For President Obama, A Punting Situation

SNAFU- Situation Normal, A Fouled Up

World War II Saying

For President Obama,  it’s a punting situation.  For the moment, the ObamaCare situation is all fouled up.    The public  opposes  his game plan by 59% to 40%.   With three weeks to go,  5 months after the October 2013 launch,   only 3.3 million    have signed up and paid  on the exchanges,  far short of his 7 million goal.  
 
The enrolling of the uninsured,  his main goal,  disapprove of ObamaCare by 47% to 23%.   More than half still don’t know about the exchanges.   And according to John Podhoretz, a critic, they don’t  want to part of the system,  preferring to stuff their cash in a mattress, and drop it into tin cans in the basement. ( “The ObamaCare Disaster Is Now Undeniable,” Commentary,  March 2014).   Only 10% of the uninsured have bothered to enroll.

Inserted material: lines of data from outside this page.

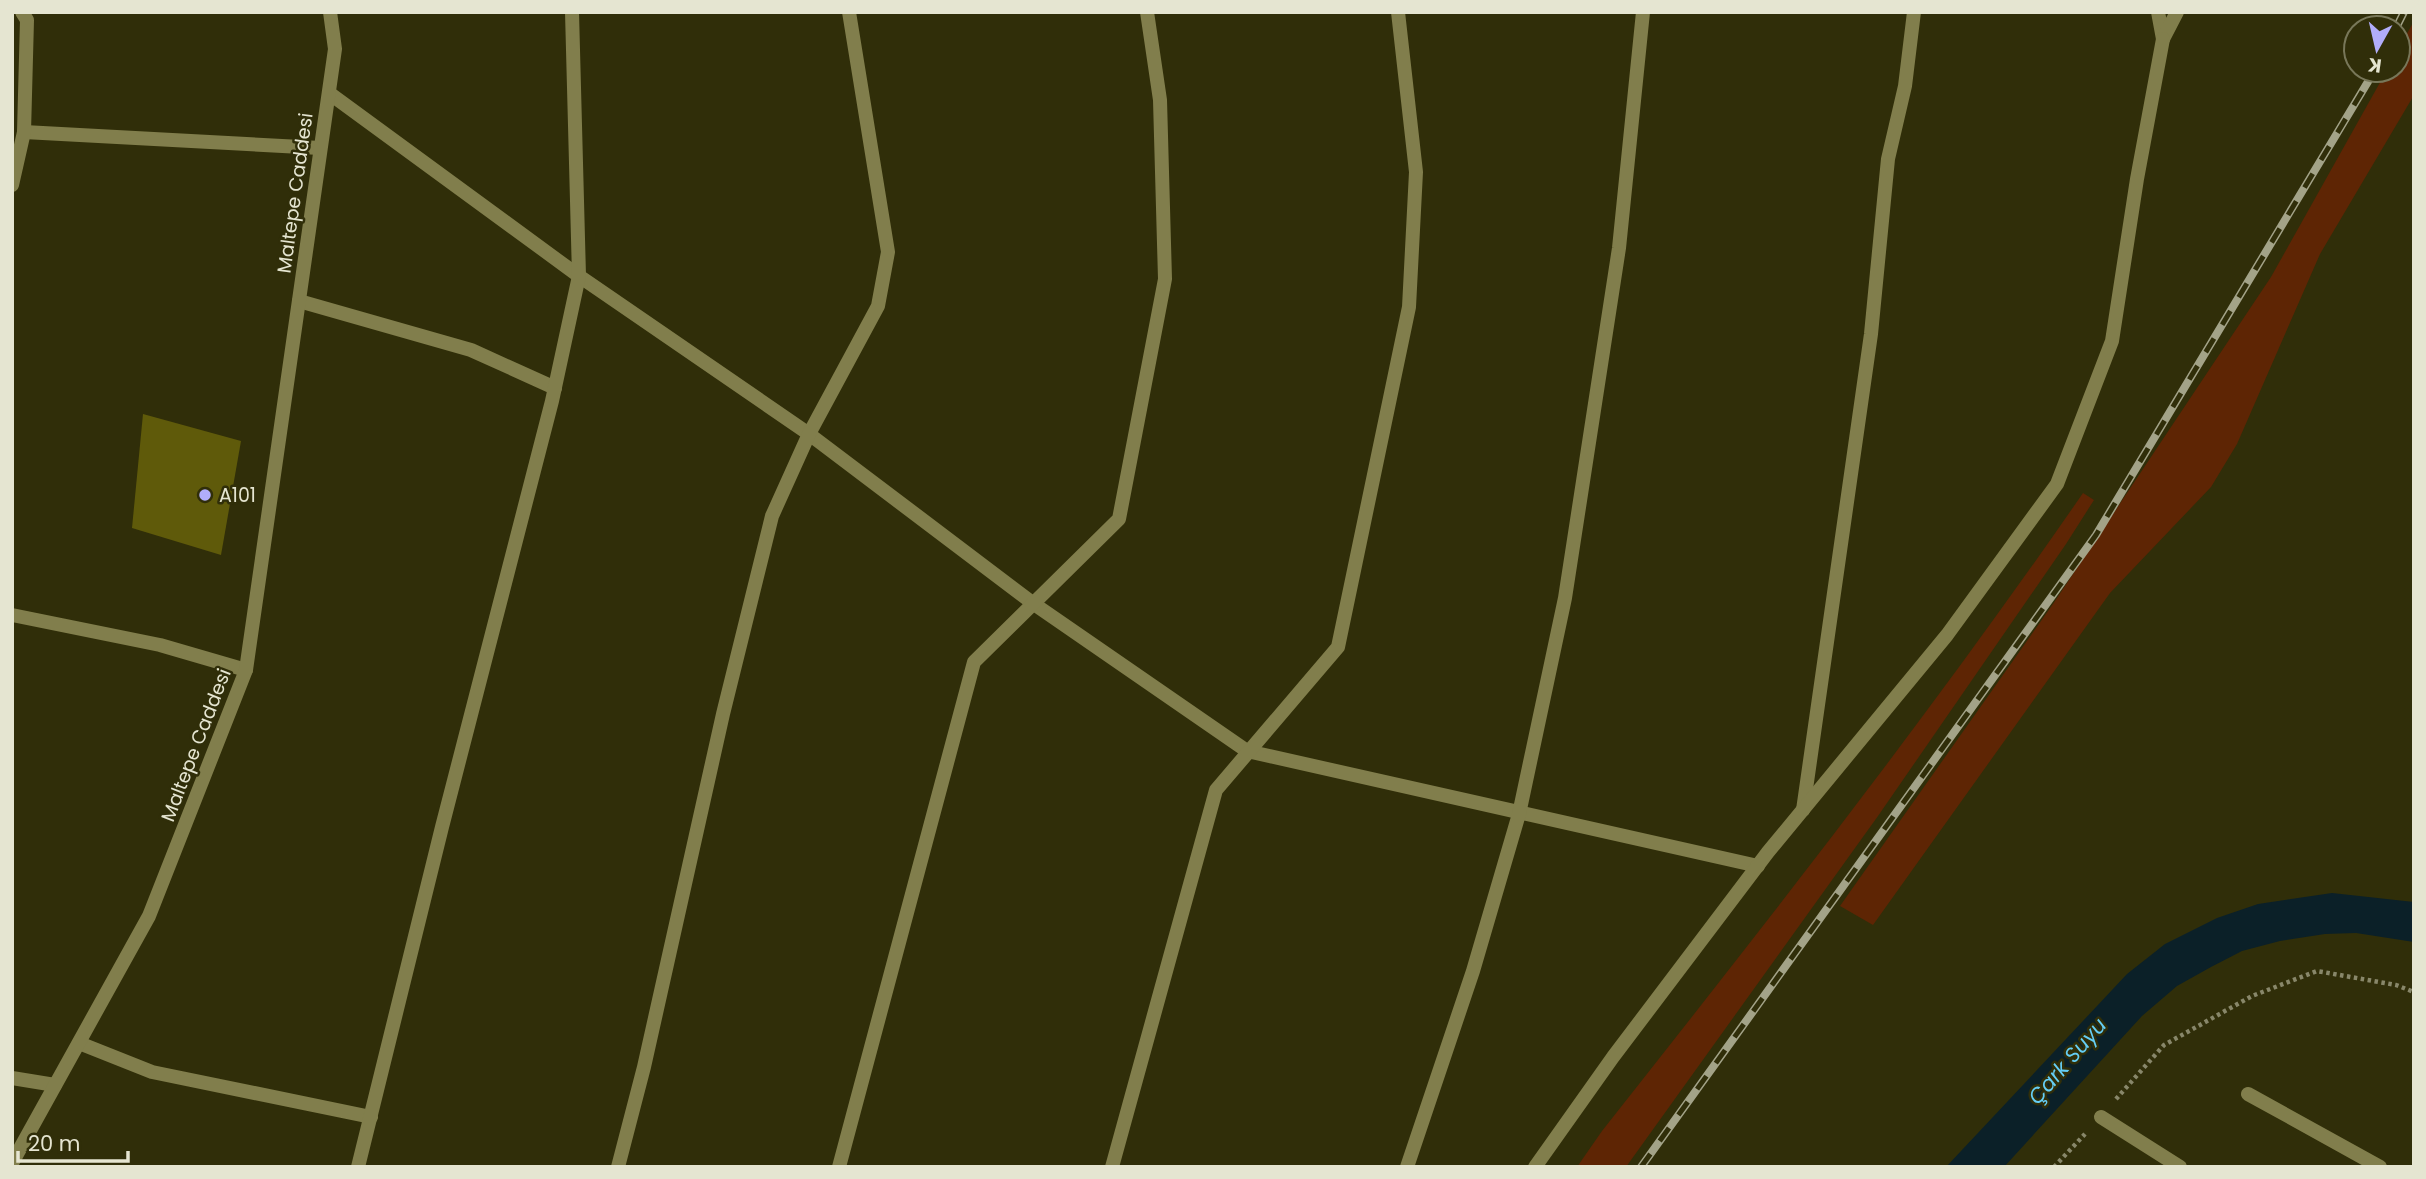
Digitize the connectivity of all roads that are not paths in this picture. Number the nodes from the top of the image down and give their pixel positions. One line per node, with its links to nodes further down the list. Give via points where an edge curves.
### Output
1 (22, 12): 13 (street, via 27,20)
2 (330, 12): 12 (street, Maltepe Caddesi, via 335,49)
3 (572, 12): 16 (street)
4 (849, 12): 19 (street, via 888,252 878,306)
5 (1147, 12): 20 (street, via 1160,100 1163,292 1119,519)
6 (1398, 12): 23 (street, via 1416,172 1409,307 1338,647)
7 (1643, 12): 25 (street, via 1619,248 1565,598)
8 (1914, 12): 24 (street, via 1905,86 1888,159 1871,334)
9 (2158, 12): 11 (street)
10 (2177, 12): 11 (street)
11 (2163, 39): 24 (street, via 2112,341 2057,484 1947,635)
12 (329, 93): 14 (street, Maltepe Caddesi); 16 (street)
13 (24, 132): 14 (street); 15 (street)
14 (320, 148): 17 (street, Maltepe Caddesi)
15 (12, 185)
16 (579, 276): 18 (street); 19 (street)
17 (299, 301): 18 (street, via 471,350); 22 (street, Maltepe Caddesi)
18 (555, 388): 31 (street)
19 (809, 435): 20 (street); 35 (street, via 772,516)
20 (1034, 604): 23 (street); 36 (street, via 974,662)
21 (12, 615): 22 (street, via 160,645)
22 (246, 670): 27 (street, Maltepe Caddesi, via 149,916)
23 (1247, 751): 25 (street); 37 (street, via 1216,790)
24 (1802, 810): 26 (street)
25 (1519, 814): 26 (street); 38 (street, via 1473,971)
26 (1758, 866): 39 (street)
27 (79, 1043): 29 (street, Maltepe Caddesi); 31 (street, via 152,1072)
28 (12, 1078): 29 (street)
29 (55, 1085): 33 (street, Maltepe Caddesi)
30 (2248, 1094): 41 (street)
31 (371, 1117): 34 (street)
32 (2101, 1117): 40 (street)
33 (12, 1163)
34 (358, 1167)
35 (618, 1167)
36 (839, 1167)
37 (1112, 1167)
38 (1407, 1167)
39 (1535, 1167)
40 (2180, 1167)
41 (2380, 1167)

To make the situation, worse,  the House of Representations have  just passed a bill,   HR, 4118, which would delay the Individual Mandate, the main strut holding  up ObamaCare, by 250 to 160,  with 27 Democrats joining Republicans in the vote. 

For President Obama,  it is clearly a punting situation.   To punt or not to punt, that is the question.   If he does not punt and elects to grind out yardage,   vulnerable Democrats who voted for ObamaCare stand to lose more ground.  The Republicans may then win the Senate and  further tarnish his legacy.   

 If he punts by suspending  the Individual mandate for a year until after the midterms ,  he is admitting ObamaCare  is not working.  But at least by doing so,   his law still lives and may be  resuscitated later in his term .

In any event, according to Ed Rodgers , a Republican partisan writing in the March 6 Washington Post, “Get Ready for the ObamaCare ‘Big Punt’”,  gird your loins and prepare yourselves for President Obama punting rather trying to advance the ball.

To punt or not to punt that is the question:

Whether ‘tis nobler for the cause to suffer

The slings and arrows of outrageous  fortune, 

Or to take up arms against the sea of troubles.

And by ending them? to live to survive

To gain ground, another day. another play.

Tweet:   President Obama faces a tough decision, whether to suspend the individual mandate, or to endure Democratic losses.